Every person’s fingerprint is unique. And so is every person’s cancer fingerprint. This “cancer fingerprint” or “cancer signature” consists of all the genes a cancer is using and can be viewed as a computerized readout.
Researchers are studying cancer fingerprints intensively for their ability to predict the behavior of a cancer. This field of study is called genomics because all the genes in a cell are collectively known as the genome. To understand genomics, we need to define genes and DNA.
DNA is the genetic material that contains all the instructions a cell needs to function. But if a gene is a small portion of DNA, then a cell’s genome is actually a warehouse of genes.
A cell taps into only a small percentage of all the genes in the DNA warehouse at any time. Which genes the cell uses depends on its needs. For example, our skin cells can be thought of as being at rest most of the time, but if we are cut or burned, they become activated and hurl into action to repair the damage.
This repair process is orchestrated by genes that were dormant but became active on injury. Thus, skin cells at rest would be drawing on a different constellation of genes than those performing repairs.
Similarly, a breast cell would use a different set of genes than a lung cell. To relate this to cancer, a breast cancer would use different genes than a lung cancer would because the two arise from different cell types.
But even two breast cancers could employ different genes: a fast-growing breast cancer would use some genes that are distinct from those used by a slow-growing breast cancer (genes that direct the cell to grow fast would be more highly used in the fast-growing cancer). One can continue this line of thought down to the individual. Since no two people are alike, in personality or in DNA, no two cancers are genetically identical.
Each cancer retains the genetic uniqueness of the affected person. This genetic uniqueness or cancer signature can be captured and measured on a “gene chip” that is the size of a dime.
Cancer signatures are revolutionizing cancer research and will soon drastically improve our ability to estimate prognosis for each patient and tailor specific treatments to that patient’s cancer. So it merits repeating.
We can rapidly analyze the many thousands of genes that exist in any cancer today. This incredible technology is enabling researchers to classify cancers by their genetic signatures and to determine which signatures portend a good prognosis and which indicate a significant chance that a cancer will return.
Cancer signatures are also being developed to help guide the best and most effective treatment choices for any cancer. For example, a one-centimeter (one-third-inch) breast cancer with cancer signature A may be easily cured with surgery, whereas a one centimeter (one-third-inch) breast cancer with signature B may have a high likelihood of causing a future cancer relapse if treated only with surgery and radiation.
The first clinically approved genomics test, called Oncotype DX, helps oncologists estimate the chances that an early stage, invasive breast cancer will relapse in another part of the body (form metastases) as well as which patients would benefit most from chemotherapy.

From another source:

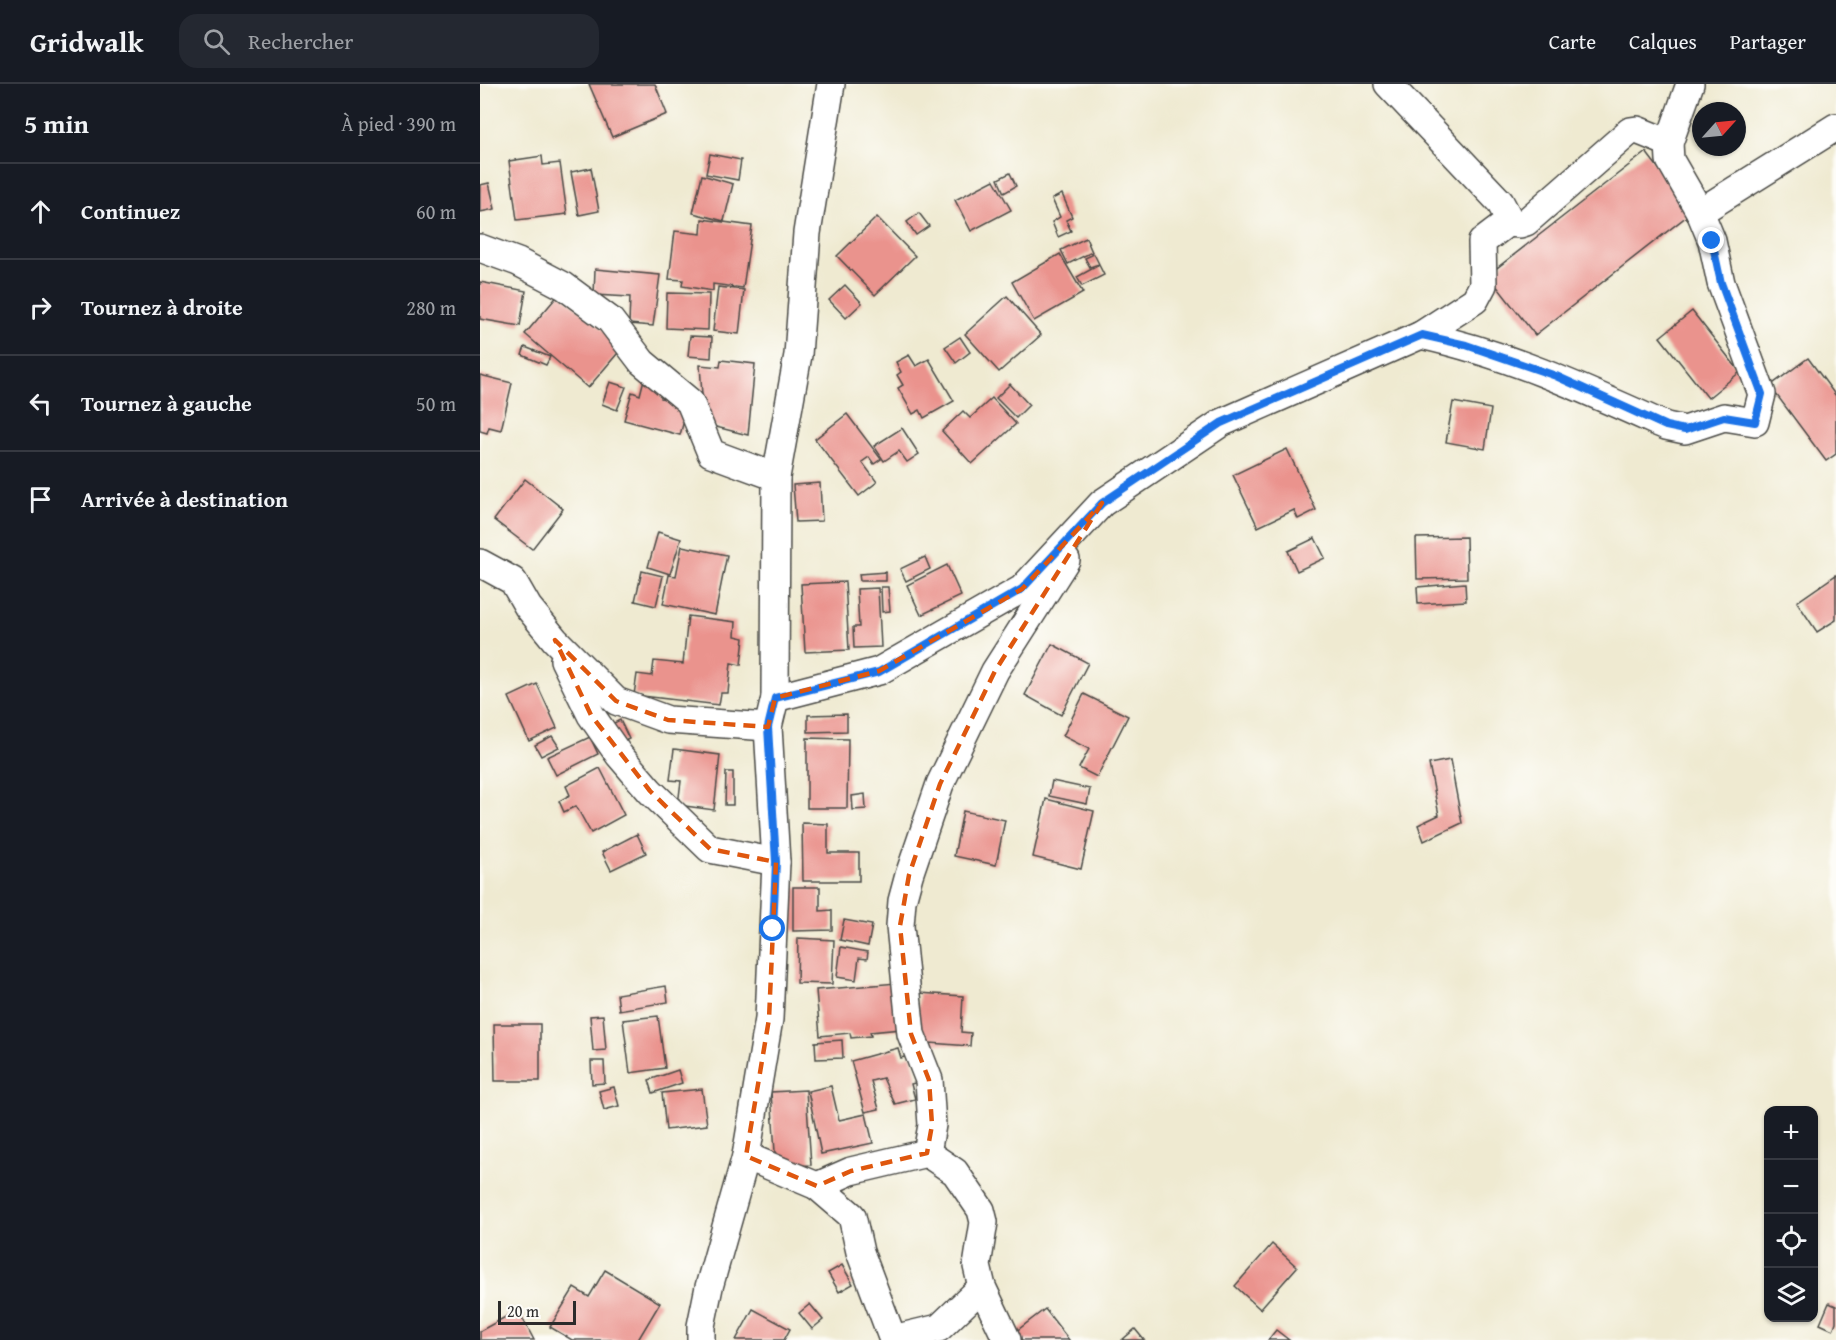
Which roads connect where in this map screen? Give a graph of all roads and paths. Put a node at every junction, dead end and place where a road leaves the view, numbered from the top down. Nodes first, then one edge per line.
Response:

Breast cancers that do not involve axillary lymph nodes and that make the estrogen receptor or progesterone receptor are eligible for Oncotype DX testing. By probing the activity of twenty-one genes in a breast cancer specimen (obtained from a small piece of the stored remainder of the original surgical specimen), a “recurrence score” is generated that places the cancer in a low risk (6.8 percent), intermediate risk (14.3 percent), or high risk (30.5 percent) of developing distant metastases within ten years.
The recurrence score is also used to guide the choice of therapy, as follows: those in the low-risk range derive little benefit from chemotherapy and would typically be treated only with hormone therapy (such as tamoxifen or an aromatose inhibitor, see chapter 7), whereas those in the high-risk category derive great benefit from chemotherapy (a 28 percent reduction in the risk of a cancer recurrence at ten years).
There is uncertainty, however, about how best to treat those with an intermediate risk score, which is why this group of patients is the subject of an ongoing clinical trial called TAILORx. In this study, patients with intermediate recurrence scores are randomized (randomly chosen by a computer) to receive either hormone therapy or chemotherapy plus hormone therapy.
The goal is to determine whether chemotherapy prevents a cancer recurrence and improves survival compared to hormone therapy alone in this group of breast cancer patients.
Gene-based tests like Oncotype DX are being developed for nearly every type of cancer, with cancers of the lung, colon, and prostate furthest along.
The future of cancer diagnosis will increasingly operate likethis: the pathologist will make the diagnosis, and the medical oncologist or surgeon will order genomics testing of the specimen to help determine both prognosis and the optimal treatment for that cancer.
The hope is that genomics testing will allow us to tailor cancer treatments specifically to each individual case.